§ **Saved data entries**
------------

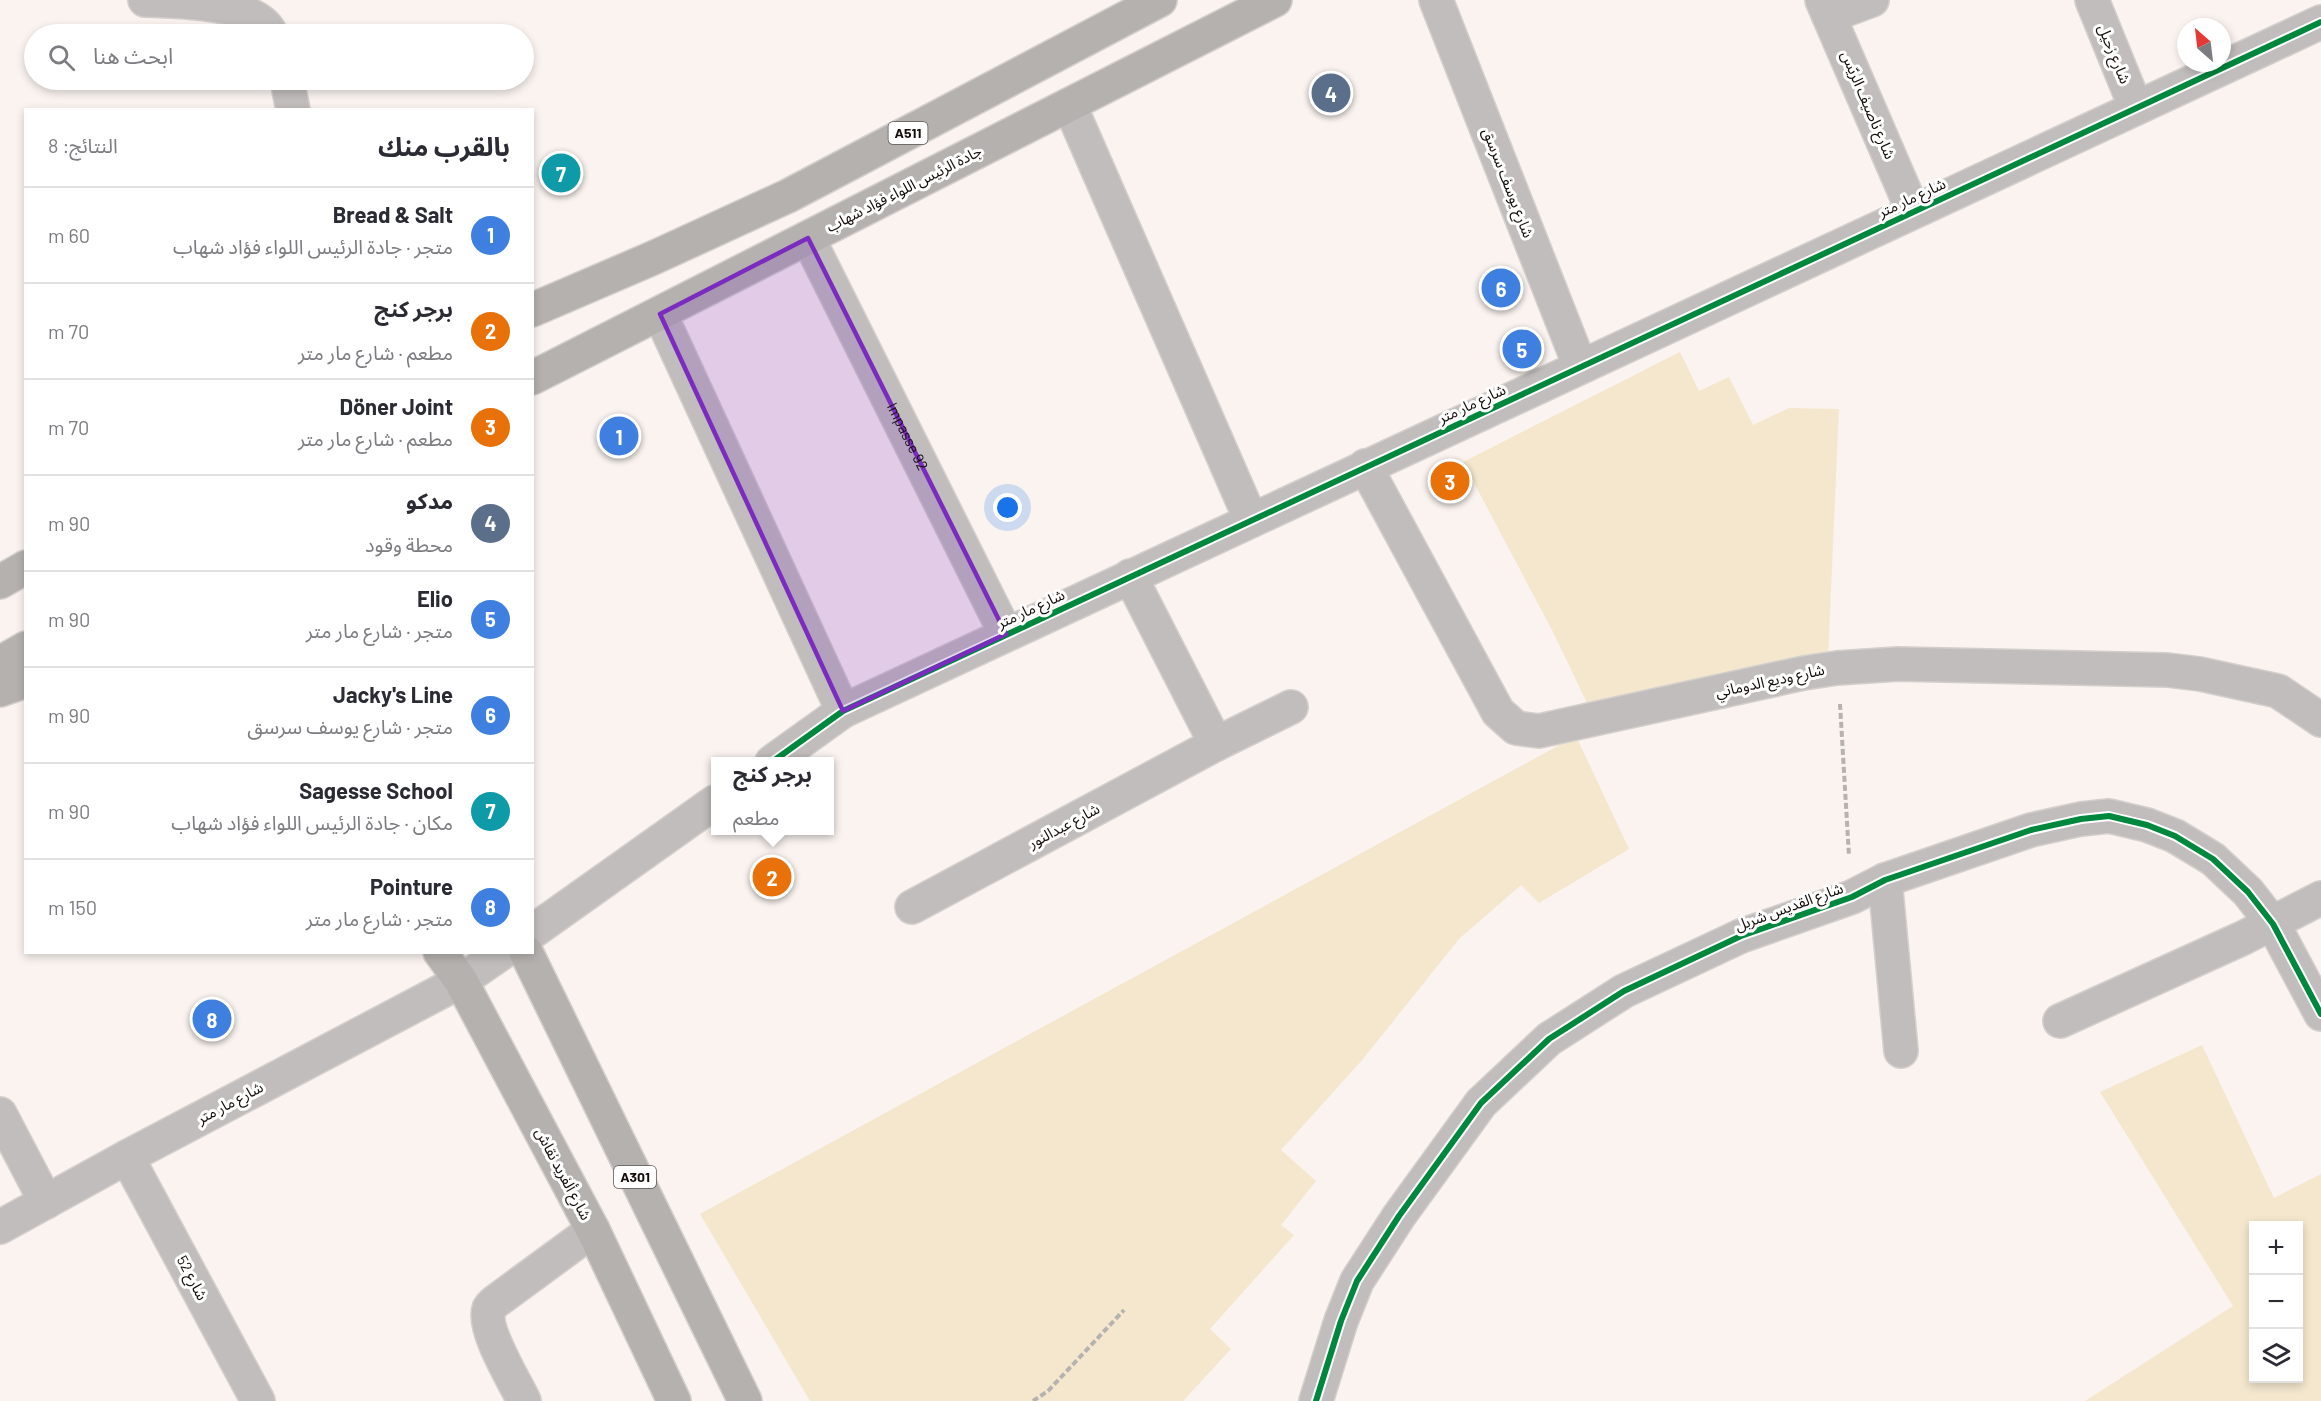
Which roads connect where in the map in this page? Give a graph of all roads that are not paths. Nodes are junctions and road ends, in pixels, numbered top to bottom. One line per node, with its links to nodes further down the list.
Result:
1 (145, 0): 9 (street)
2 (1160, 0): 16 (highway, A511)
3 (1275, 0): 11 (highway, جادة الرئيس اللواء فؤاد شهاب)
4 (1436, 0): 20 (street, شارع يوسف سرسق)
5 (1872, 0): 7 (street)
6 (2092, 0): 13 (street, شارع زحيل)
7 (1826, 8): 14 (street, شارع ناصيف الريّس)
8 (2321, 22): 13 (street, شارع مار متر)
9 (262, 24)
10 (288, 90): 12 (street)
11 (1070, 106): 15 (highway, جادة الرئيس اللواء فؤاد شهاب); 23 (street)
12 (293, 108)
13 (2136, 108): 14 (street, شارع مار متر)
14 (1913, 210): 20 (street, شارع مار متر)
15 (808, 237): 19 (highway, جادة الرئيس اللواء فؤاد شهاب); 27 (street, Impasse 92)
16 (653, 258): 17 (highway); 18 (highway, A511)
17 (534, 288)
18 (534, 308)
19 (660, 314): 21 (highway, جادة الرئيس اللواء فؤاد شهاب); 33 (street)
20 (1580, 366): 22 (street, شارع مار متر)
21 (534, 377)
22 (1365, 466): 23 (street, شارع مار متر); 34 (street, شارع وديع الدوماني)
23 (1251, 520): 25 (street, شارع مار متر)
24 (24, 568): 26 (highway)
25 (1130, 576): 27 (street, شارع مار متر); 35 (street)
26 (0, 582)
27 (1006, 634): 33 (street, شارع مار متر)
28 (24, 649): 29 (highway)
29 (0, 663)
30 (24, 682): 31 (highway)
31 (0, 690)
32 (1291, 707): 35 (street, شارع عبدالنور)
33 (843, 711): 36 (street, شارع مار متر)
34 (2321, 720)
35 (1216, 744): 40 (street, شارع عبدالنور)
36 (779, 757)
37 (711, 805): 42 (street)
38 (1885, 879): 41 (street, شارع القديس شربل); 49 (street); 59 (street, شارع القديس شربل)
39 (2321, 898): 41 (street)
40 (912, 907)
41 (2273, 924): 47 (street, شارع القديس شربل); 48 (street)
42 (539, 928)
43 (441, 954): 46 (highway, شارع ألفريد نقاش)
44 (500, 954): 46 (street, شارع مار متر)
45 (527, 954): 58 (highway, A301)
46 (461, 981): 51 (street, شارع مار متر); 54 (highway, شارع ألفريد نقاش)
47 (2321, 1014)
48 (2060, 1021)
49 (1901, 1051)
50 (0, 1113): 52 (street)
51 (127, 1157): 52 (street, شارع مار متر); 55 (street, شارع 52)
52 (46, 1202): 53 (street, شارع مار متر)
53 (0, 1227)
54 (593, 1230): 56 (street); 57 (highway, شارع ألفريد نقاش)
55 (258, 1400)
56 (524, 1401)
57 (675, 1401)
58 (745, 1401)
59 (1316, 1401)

------------

§ **EXERCISE DESCRIPTION**
Only the lines that hold the word "شهاب" are wanted; each should be pulled from the records.

§ **EXERCISE RESULT**
3 (1275, 0): 11 (highway, جادة الرئيس اللواء فؤاد شهاب)
11 (1070, 106): 15 (highway, جادة الرئيس اللواء فؤاد شهاب); 23 (street)
15 (808, 237): 19 (highway, جادة الرئيس اللواء فؤاد شهاب); 27 (street, Impasse 92)
19 (660, 314): 21 (highway, جادة الرئيس اللواء فؤاد شهاب); 33 (street)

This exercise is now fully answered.